Людка, опешив, замолкает. Она хмурится, затягивает пояс на халате потуже и тихо, озадаченно, шепчет сама себе:
— Ну… только мужчина с серьезными намерениями…
Она переводит на меня шокированный взгляд, прикрывает губы пальцами и шепчет уже мне:
— Танька… Ты, наконец, себе мужика, что ли, нашла?!
— Теперь весь дом будет об этом знать, — тяжело вздыхаю я, чувствуя, как по щекам разливается предательский жар.
— А в чем проблема? — невозмутимо спрашивает Герман, наклоняется и с легким усилием подхватывает оба мешка.
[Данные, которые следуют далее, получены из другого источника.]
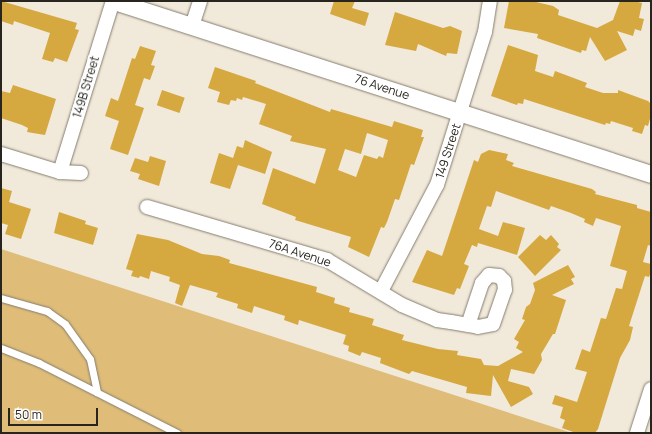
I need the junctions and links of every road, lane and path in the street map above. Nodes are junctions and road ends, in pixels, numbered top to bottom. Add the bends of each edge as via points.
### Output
1 (113, 1) edge
2 (200, 1) edge
3 (490, 1) edge
4 (192, 26) junction
5 (460, 113) junction
6 (1, 154) edge
7 (60, 172) junction
8 (81, 174) dead end
9 (651, 174) edge
10 (147, 207) dead end
11 (381, 291) junction
12 (1, 298) edge
13 (468, 325) dead end
14 (1, 348) edge
15 (651, 389) edge
16 (97, 392) junction
17 (177, 433) edge
18 (637, 433) edge

1 - 4 street, 76 Avenue
1 - 7 street, 149B Street
2 - 4 street
3 - 5 street, 149 Street via 485,32
4 - 5 street, 76 Avenue
5 - 9 street, 76 Avenue
5 - 11 street, 149 Street via 434,193
6 - 7 street
7 - 8 street
10 - 11 street, 76A Avenue via 327,260
11 - 13 street, 76A Avenue via 424,316
12 - 16 lane via 47,311 65,324 90,359
14 - 16 lane via 39,363
15 - 18 street
16 - 17 lane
Он неторопливо шагает к подъезду, оглядывается на меня через плечо, и в его глазах пляшут те самые чертовы огоньки:
— Тебе давно уже можно мужика.
— Во мне же ни молодости, ни красоты, — напоминаю я ему его же слова. — Ни выгоды.
— Видимо, великая любовь подступает, — Герман пожимает плечами, и его лицо озаряется широкой, открытой, почти мальчишеской улыбкой. — Танюш, ты крепко влипла.
— Ой! — шепчет Людка и уже пулей несется к соседнему подъезду, громко шаркая подошвами своих тапочек. — Пойду Инку обрадую!
— Люда! — вскрикиваю я в пустоту. — Не смей!
Но поздно. С балкона третьего этажа доносится хриплый, победный голос нашей общей соседки Инны:
— Да я уже все подслушала с балкона! «Богиня Котлет»! — Она заливается счастливым смехом. — И да, Тань! Теперь ты мне точно должна рецепт своих котлет! Я тоже мужиков буду ловить на котлеты!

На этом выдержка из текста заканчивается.